Analyses were carried out on an Agilent 5973 mass spectrometer, linked to a model 6890 gas chromatograph equipped with an autosampler, an Agilent OV-225 capillary column (30 m, 0.32 mm inner diameter). The carrier gas was helium (2 mL/min) with a pulse pressure of 40 psi. The injection volume was 1 μL with splitless. The injector temperature was set at 200 °C and the transfer line at 250 °C. The GC temperature program was as follows: start at 100 °C, hold for 1 min, increase by 3 °C/min to 145 °C, followed by 50 °C/min to 300 °C, and hold for 5 min. The ion source and the quadrupole were set at 150 °C. The ammonia pressure was adjusted to optimize peak areas. For each analyte, we monitored the signals at the nominal m/z (M) and at all detectable naturally labeled mass isotopomers with SIM mode. The m/z monitored are 45 (M) and 46 (M1) for formate.
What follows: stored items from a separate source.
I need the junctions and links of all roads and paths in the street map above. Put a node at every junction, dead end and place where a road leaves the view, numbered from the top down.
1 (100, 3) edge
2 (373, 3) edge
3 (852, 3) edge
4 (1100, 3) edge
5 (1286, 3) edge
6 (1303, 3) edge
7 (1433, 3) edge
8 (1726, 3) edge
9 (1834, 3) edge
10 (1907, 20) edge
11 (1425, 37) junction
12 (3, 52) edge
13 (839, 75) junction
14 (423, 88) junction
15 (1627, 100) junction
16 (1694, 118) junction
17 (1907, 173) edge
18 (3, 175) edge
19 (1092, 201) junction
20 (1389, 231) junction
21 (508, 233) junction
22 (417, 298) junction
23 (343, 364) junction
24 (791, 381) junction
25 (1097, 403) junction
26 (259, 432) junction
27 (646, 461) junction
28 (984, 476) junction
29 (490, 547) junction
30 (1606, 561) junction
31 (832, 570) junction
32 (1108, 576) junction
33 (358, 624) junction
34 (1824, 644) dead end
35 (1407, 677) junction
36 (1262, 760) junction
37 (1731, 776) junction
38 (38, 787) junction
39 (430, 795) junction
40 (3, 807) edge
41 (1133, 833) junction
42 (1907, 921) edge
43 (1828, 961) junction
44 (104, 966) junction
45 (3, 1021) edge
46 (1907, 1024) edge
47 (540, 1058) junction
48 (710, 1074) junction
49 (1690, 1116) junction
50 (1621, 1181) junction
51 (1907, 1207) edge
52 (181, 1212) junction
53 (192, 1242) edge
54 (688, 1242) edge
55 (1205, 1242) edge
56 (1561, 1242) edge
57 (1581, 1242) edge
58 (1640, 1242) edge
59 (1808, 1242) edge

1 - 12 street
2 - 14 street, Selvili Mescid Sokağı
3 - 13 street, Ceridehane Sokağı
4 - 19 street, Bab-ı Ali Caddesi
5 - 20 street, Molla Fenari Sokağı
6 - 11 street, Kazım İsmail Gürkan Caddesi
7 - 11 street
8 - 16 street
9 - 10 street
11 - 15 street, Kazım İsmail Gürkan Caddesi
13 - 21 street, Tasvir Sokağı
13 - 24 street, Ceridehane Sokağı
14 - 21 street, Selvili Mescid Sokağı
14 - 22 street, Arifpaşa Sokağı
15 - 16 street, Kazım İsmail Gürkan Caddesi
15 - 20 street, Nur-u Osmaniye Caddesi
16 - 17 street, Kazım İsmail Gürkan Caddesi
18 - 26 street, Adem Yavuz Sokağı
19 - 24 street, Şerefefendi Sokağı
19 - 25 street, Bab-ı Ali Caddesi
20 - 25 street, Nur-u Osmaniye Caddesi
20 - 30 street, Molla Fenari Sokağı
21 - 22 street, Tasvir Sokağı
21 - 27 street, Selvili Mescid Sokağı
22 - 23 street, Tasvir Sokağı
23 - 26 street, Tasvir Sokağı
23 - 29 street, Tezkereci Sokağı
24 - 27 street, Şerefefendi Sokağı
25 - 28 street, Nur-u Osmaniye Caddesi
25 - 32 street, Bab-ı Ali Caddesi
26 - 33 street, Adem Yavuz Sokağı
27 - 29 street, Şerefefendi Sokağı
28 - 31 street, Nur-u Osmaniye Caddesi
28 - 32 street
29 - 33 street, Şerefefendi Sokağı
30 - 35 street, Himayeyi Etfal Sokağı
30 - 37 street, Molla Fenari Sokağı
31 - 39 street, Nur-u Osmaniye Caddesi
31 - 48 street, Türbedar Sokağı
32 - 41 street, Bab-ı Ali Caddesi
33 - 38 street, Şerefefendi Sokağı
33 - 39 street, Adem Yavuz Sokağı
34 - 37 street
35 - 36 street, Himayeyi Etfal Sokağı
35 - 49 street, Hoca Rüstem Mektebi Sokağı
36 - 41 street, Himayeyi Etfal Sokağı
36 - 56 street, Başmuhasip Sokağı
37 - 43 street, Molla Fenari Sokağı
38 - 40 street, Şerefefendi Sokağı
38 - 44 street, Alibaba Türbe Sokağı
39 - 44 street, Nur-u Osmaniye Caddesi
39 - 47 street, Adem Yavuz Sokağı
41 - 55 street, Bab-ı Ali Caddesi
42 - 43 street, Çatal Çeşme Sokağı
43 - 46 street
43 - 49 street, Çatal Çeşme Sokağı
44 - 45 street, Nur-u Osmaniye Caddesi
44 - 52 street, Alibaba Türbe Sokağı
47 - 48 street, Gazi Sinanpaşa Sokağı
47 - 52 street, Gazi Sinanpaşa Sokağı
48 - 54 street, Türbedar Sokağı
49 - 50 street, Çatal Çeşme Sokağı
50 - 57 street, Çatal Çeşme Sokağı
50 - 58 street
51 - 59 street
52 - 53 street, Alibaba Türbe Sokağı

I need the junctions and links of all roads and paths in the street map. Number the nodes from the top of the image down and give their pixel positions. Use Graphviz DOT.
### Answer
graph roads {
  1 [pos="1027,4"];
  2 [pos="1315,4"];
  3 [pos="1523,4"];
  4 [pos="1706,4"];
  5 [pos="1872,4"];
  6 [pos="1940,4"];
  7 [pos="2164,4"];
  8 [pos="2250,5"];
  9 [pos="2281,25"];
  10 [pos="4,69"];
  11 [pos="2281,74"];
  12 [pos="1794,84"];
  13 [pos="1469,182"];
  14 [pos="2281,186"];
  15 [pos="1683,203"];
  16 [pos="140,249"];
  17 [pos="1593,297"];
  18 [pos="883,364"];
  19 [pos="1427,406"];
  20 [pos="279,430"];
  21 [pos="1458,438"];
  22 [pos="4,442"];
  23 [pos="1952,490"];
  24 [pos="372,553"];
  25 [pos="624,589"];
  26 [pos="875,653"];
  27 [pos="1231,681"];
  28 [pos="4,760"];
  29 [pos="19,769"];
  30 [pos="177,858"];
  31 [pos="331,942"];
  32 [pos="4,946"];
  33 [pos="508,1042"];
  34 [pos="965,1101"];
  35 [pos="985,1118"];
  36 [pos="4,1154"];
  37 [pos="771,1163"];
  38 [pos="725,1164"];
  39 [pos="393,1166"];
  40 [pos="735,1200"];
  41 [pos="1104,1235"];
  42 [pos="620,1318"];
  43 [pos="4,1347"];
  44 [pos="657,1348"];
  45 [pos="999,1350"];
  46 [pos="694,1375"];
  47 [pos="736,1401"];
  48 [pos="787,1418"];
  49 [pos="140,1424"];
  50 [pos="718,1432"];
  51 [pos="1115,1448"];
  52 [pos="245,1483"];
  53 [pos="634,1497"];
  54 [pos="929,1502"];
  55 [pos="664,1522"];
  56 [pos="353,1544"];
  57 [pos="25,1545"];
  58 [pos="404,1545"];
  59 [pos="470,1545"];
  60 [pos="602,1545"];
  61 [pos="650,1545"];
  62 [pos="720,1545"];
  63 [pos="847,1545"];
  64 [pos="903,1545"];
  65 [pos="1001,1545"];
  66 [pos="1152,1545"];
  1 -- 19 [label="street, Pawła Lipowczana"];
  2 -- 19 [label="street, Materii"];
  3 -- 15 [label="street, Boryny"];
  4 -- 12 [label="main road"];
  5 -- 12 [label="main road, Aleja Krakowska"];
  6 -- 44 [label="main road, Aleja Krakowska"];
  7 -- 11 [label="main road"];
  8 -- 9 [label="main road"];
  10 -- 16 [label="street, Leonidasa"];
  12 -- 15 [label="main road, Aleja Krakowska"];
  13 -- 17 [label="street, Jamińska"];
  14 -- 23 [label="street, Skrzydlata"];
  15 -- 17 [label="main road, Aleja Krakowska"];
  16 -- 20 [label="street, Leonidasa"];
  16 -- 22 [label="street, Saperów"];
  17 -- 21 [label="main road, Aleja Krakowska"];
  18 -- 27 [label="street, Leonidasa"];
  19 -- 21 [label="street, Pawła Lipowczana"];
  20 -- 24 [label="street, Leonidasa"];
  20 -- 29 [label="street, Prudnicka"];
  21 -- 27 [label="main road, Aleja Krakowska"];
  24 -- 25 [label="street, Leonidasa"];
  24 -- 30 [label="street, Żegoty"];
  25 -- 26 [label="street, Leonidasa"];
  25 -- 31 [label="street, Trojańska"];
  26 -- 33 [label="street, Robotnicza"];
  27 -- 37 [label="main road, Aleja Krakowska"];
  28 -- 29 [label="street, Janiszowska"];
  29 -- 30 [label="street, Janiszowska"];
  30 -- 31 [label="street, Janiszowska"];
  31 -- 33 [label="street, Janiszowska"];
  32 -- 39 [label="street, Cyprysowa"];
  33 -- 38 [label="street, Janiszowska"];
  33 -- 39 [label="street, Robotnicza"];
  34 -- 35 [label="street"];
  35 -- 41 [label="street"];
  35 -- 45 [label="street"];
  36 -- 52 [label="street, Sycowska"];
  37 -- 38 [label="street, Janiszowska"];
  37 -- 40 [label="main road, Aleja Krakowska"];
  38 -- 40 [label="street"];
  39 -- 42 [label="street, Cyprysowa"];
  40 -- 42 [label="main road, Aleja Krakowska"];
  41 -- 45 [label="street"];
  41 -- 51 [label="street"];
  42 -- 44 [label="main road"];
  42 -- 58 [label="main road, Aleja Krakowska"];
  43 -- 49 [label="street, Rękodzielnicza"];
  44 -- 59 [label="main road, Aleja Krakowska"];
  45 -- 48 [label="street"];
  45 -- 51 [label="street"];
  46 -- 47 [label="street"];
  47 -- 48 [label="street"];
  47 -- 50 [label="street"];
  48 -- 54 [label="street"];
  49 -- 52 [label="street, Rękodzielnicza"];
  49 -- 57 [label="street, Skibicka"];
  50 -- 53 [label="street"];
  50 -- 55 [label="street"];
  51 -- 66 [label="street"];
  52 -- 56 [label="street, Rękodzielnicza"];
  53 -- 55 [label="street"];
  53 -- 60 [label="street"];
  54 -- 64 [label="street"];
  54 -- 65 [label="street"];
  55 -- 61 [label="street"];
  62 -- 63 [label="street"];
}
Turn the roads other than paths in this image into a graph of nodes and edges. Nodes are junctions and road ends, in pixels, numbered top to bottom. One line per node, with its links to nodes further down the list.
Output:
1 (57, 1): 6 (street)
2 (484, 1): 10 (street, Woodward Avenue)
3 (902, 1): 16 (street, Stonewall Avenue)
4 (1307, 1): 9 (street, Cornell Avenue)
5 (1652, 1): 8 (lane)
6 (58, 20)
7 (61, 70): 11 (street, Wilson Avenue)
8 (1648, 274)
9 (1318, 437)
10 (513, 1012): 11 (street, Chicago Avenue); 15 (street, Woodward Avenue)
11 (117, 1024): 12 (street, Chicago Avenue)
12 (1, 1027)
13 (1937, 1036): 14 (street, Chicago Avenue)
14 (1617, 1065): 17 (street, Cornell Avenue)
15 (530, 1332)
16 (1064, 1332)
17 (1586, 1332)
GC–MS Assay of GHB and Its Carboxylate Metabolites

For the assay of GHB and its carboxylic acid metabolites, perfusate samples (200 μL) spiked with 0.2 μmol of [2H6]-GHB as internal standard were deproteinized with 2 mL of acetonitrile. After centrifugation and evaporation under N2, the residue was allowed to react with 100 μL of trimethylsilyl reagent and heated for 1 h at 60 °C. Then, 2 μL was injected into an Agilent 6890 gas chromatograph linked to a 5973 MSD mass spectrometer. The chromatograph was equipped with a 60 m Varian CP 9017 VF-5 capillary column. The carrier gas was helium (26.8 mL/min), and the injection mode was splitless. The injector temperature was set at 290 °C, and the transfer line was held at 290 °C. The column temperature was increased by 3 °C/min from 50 to 300 °C, where it was held for 10 min. The mass spectrometer was operated under electron impact ionization. The quadrupole and ion source temperatures were 150 and 230 °C, respectively. The mass scan ranged from 50 to 700. The m/z of M0, M1, M2, and M3 3-hydroxypropionates measured as their TMS derivatives are 219, 220, 221, and 222, respectively. The m/z of M0, M1, and M2 glycoates (TMS derivative) are 205, 206, and 207, respectively. The m/z of M0, M1, M2, M3, and M4 dihydroxybutyrate-TMS derivatives (same for 2,4- and 3,4-dihydroxybutyrate) are 321, 322, 323, 324, and 325, respectively.

Calculations and Statistics

Correction of raw mass isotopomer profiles for natural enrichment at each mass was conducted with the CORMAT software.[23]